Авилов начал свой утренний объезд с «Римека», просмотрел накладные. Продукция отлетала, он не ошибся. Вызвал Шмакова, выслушал шесть бредовых проектов, седьмой, с резиной, его заинтересовал. Снял со стены появившийся пейзаж с березками, демонстративно отнес в ящик для мусора. По пути отловил пару неприязненных взглядов и ухмыльнулся. А он ведь дал им работу! Позвал Груздева и выслушал его намерения расширить цех за счет соседей. Все бумаги для тяжбы с заводом Груздев уже приготовил, и Авилов их с удовольствием подписал. Аренды они оба не признавали, и в этом вопросе, в отличие от вопросов искусства, находили взаимопонимание. Расстались в мажоре, пожав друг другу руки.
В ремонтной мастерской, наоборот, царил упадок духа. Левша был в трауре, и так-то веселым нравом не отличался, но сейчас выглядел убитым.
— Мама слегла, — сообщил он. — Я недосмотрел.
Он в свои пятьдесят полагал, что обязан присматривать за младшим братом. В шесть утра к нему заезжал Гонец, взял деньги, от сопровождения отказался.
Уже пообедав в «Старом рояле», Авилов полез в карман за платком и обнаружил засаленную записку: «Комар хочет встретиться». Он вспомнил, что утром, возле киоска с сигаретами, мальчишка дергал за карманы, выклянчивая деньги. Почуяли, что дела идут кое-как, надо руки выкручивать — падающего подтолкни! Или пронюхали про «Римек», тогда — вопрос крыши. В три часа дела были закончены, и он с удовольствием отправился домой, зная, что там его ждет Ира.
Письмо № 6.
«Ну вот, Танюша, план свой я осуществила успешно. Добыла деньги, а знаешь как?
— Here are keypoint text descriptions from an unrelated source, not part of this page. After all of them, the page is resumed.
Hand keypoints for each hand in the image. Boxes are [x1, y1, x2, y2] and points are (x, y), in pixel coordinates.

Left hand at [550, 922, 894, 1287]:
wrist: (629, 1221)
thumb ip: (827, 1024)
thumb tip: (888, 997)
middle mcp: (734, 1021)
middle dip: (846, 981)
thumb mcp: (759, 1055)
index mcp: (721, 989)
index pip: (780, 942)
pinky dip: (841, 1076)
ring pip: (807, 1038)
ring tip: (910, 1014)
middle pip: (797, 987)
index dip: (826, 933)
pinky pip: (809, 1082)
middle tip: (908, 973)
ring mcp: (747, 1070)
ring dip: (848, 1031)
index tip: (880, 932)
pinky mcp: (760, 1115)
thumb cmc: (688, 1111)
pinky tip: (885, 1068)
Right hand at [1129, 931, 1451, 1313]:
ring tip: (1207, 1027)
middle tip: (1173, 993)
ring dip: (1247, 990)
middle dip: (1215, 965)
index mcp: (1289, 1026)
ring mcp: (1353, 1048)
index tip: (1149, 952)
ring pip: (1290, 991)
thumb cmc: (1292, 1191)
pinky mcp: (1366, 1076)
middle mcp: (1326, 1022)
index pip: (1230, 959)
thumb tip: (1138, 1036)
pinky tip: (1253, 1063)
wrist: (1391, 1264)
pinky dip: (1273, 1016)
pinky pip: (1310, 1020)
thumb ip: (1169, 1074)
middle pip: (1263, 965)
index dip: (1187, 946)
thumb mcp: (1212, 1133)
Я тебе подробно обо всем расскажу. Поехала в город, тут час на автобусе, пришла в этот социально-культурный центр, когда их охранник обедает. Это я знаю, потому что каждый день мимо ходила, сосчитала. Он у них как часы — ровно с двенадцати до полпервого, поднялась на третий этаж, и красотка, которая у меня деньги за курсы зажилила, сидит, по телефону треплется и тонкие ножки на стол сложила.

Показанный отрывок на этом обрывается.